Students at the Democratic School in Bekat Ono pose with their teacher.Yaacov Hecht helped transform the school system in Israel with the idea of ‘democratic education.’ Now he’s touting his philosophy to educators in the United States.
As the director of the Tel Aviv-based Institute for Democratic Education, Hecht has long been pushing the idea of “democratic education” – schools and classes that are more participatory and progressive than in traditional educational models.
In Israel, his message has caught on. Since he oversaw the creation of the Hadera Democratic School – the first of its kind in Israel – in 1987, more than two-dozen “democratic” schools have opened their doors in Israel, and another 200 are undergoing what Hecht calls the “democratization” process.
Recently Hecht brought his message to the United States, leading a weekend conference at Manhattan’s renowned Calhoun School. Several dozen teachers, parents and students came to hear Hecht speak about democratic education around the world.
Democratic education can be broadly understood as an educational philosophy that has as its central value respect for the individual. In every country and school where democratic education has been employed, this underlying philosophy manifests itself in different ways. No two democratic schools are alike.
But in each manifestation, democratic principles form the core of democratic education. Members of the school community form different bodies, similar to the American judicial, executive and legislative branches of government, which oversee the activities inside the school. In this system, students are treated as equals, and are granted great oversight in the direction of their education. They formulate its content to a degree that may seem unimaginable and unmanageable to those accustomed to the standard model of Western schooling.
But Hecht asserts that, much to the surprise of the cynics, this approach often works. “We do not have anarchy,” he said.
Hecht’s philosophy has proven popular in Israel. The Hadera Democratic School was meant to hold 350 students, but it quickly developed such a strong reputation for offering a unique, world-class education that it soon had a waiting list of more then 3,500 students. Before his death, Prime Minister Yitzhak Rabin championed democratic education, and his Ministry of Education granted it high levels of financial support. After Rabin’s assassination, government support waned. When Binyamin Netanyahu took the reins of power, he cut the education budget, and those who supported a democratic education system left the government.
The Institute for Democratic Education picked up the torch in the private sector and continues to spread the word within Israel and internationally. In Israel, public support for democratic education remains strong, Hecht reports.

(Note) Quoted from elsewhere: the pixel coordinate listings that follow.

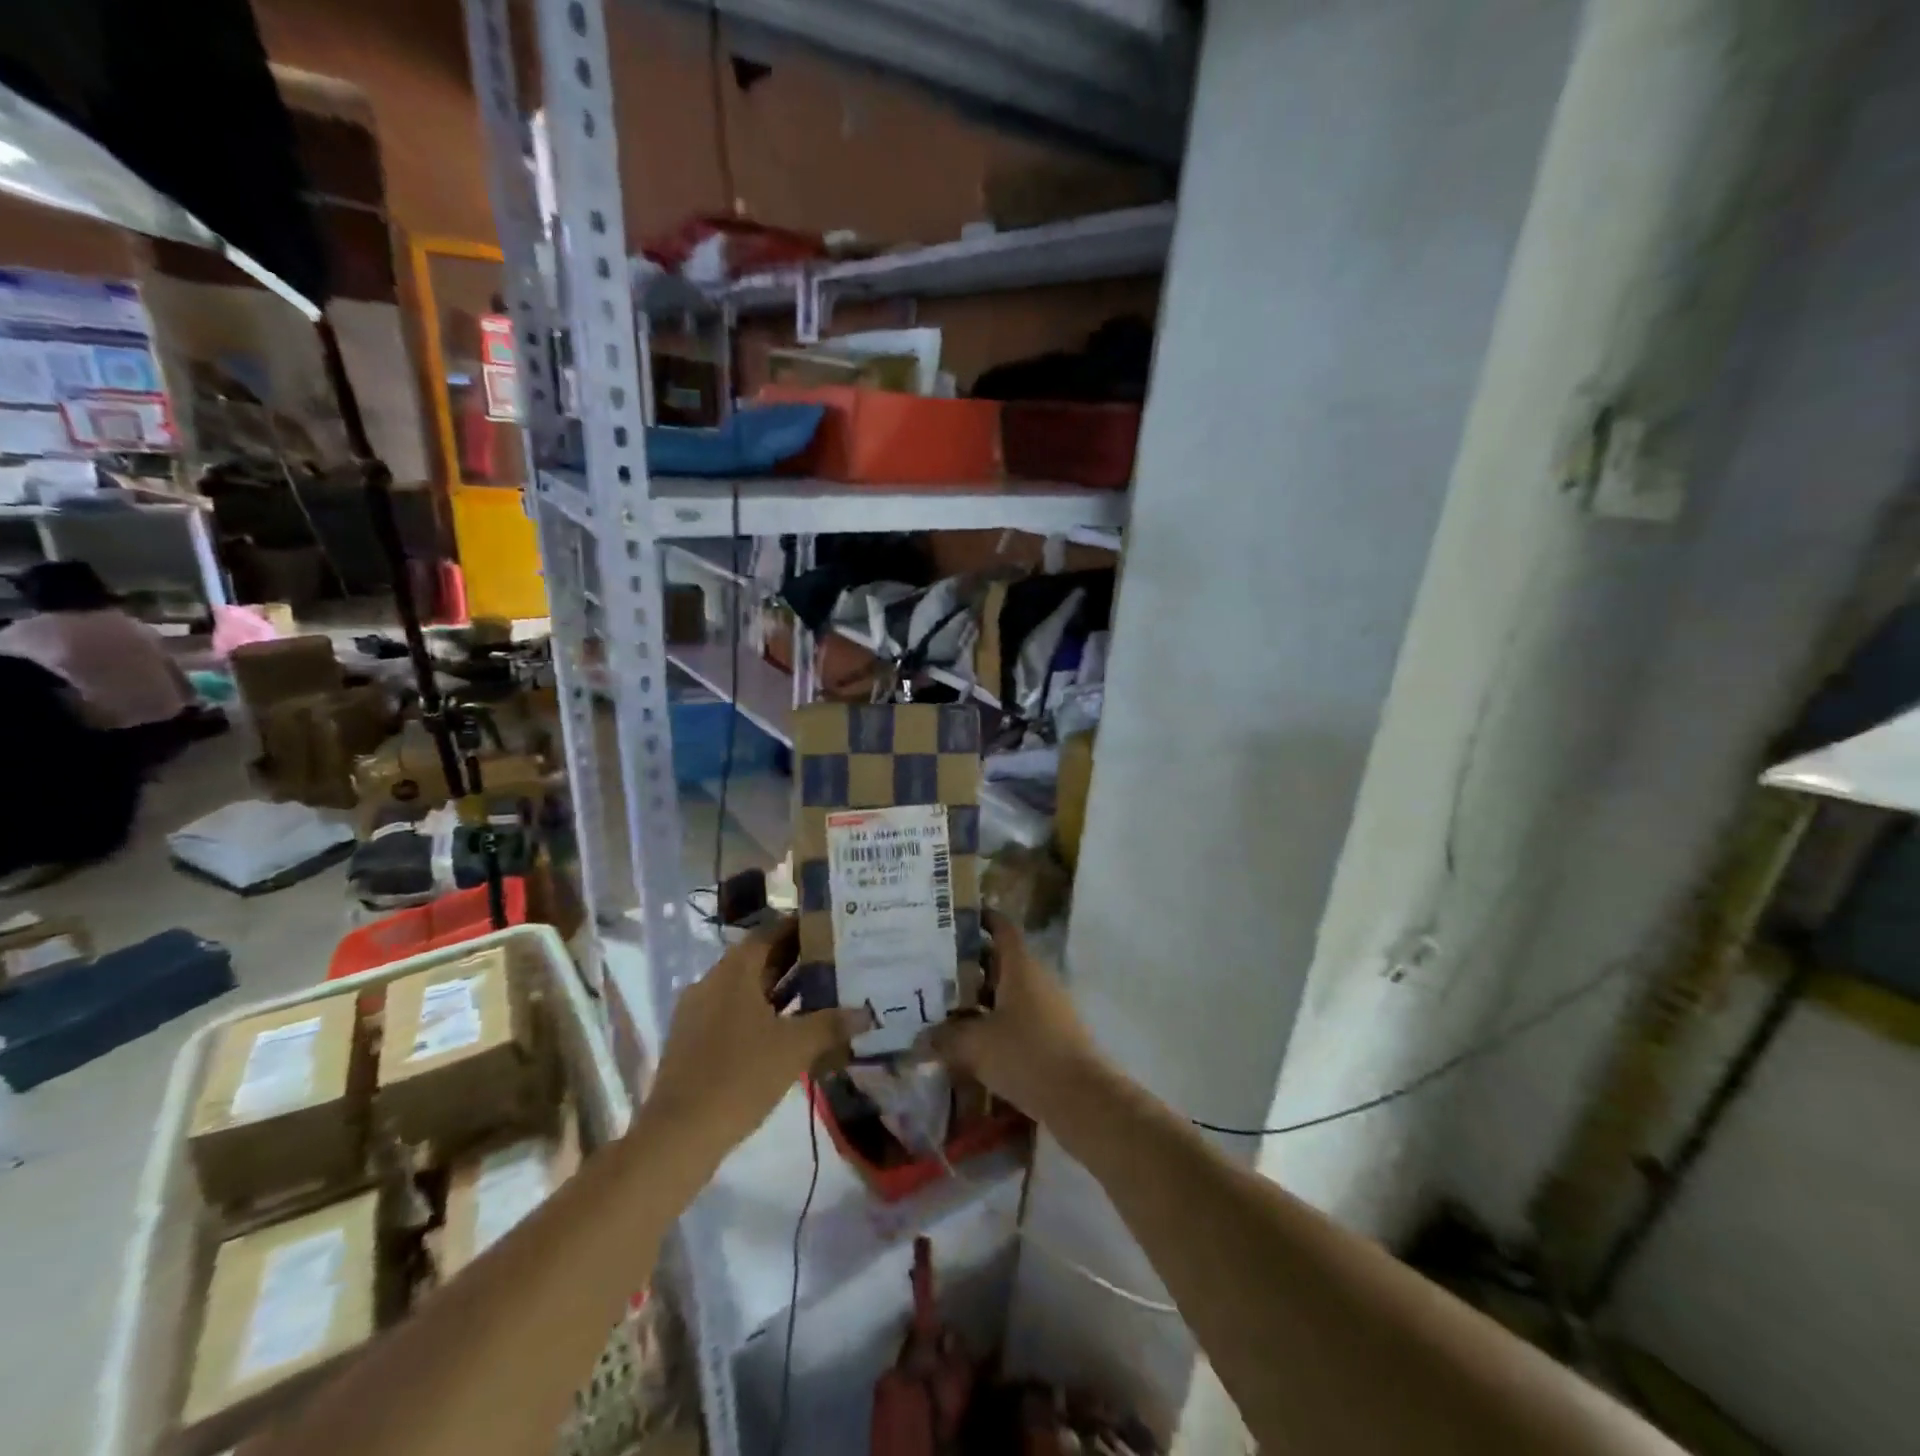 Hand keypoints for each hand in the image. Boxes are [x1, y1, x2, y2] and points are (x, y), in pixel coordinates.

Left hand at [640, 917, 866, 1163]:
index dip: (799, 927)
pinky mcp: (694, 1041)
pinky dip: (762, 1013)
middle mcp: (712, 982)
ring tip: (819, 991)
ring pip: (746, 989)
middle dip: (794, 959)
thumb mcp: (794, 1048)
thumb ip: (831, 1025)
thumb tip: (867, 1013)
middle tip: (833, 958)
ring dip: (779, 989)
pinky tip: (788, 1030)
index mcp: (733, 972)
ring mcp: (699, 1013)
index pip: (769, 933)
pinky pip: (734, 1013)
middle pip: (758, 960)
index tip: (829, 926)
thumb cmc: (740, 1077)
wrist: (678, 1135)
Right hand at [927, 910, 1097, 1116]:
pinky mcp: (1054, 1033)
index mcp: (1020, 966)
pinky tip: (973, 1040)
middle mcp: (1037, 977)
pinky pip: (1019, 1015)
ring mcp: (1049, 1006)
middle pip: (1001, 959)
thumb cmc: (1027, 1055)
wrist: (1082, 1097)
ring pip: (1009, 990)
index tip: (952, 919)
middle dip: (969, 963)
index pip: (1001, 927)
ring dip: (981, 996)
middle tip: (934, 970)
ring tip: (946, 1006)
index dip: (980, 919)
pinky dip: (996, 1020)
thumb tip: (919, 1039)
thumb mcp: (976, 1046)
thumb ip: (945, 1038)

In a truly democratic school, a peaceful, harmonious learning environment usually blooms, Hecht said. As an example, he pointed to a school in one of the most impoverished, crime-ridden areas of Tel Aviv that now follows the democratic philosophy: Violence, once an enormous problem, has been virtually eradicated, he said. The performance of the students has risen dramatically, and the school is looked upon with measured awe by the Israeli educational community.
According to Hecht, democratic education’s emphasis on nonviolence even benefits those schools in which violence has not reached crisis-like proportions. A culture of aggression, he said, is now a major scourge facing educational systems around the world. Students cannot think creatively in an environment plagued by behavior unconducive to creative thought, Hecht said, behavior that urges a sort of simplistic “anything to get ahead, me-first” mentality.
From his travels around the world observing numerous public and private schools, Hecht has come to the conclusion that educational systems have not responded adequately to the technological advances and seismic social shifts of recent decades, from the decline of the traditional nuclear family to heightened levels of aggression.
“The school system has changed,” Hecht said, “just not in the same direction” as the world. Proponents of democratic education demand immediate, relevant change, he said. They want a system that interacts with the world in a positive way, he said, rather than one that forms an insular cocoon of mediocrity.
Dana Bennis, the teacher who organized the conference at Calhoun, emphasized the potential benefits of democratic education to America. “Education is so strict right now, so limiting, that it detracts from learning,” he said. “We’re living in an information age, where there are more than factory-line jobs. New areas are opening every day. You need to know how to learn and how to be creative, and these skills are enforced by a democratic education.”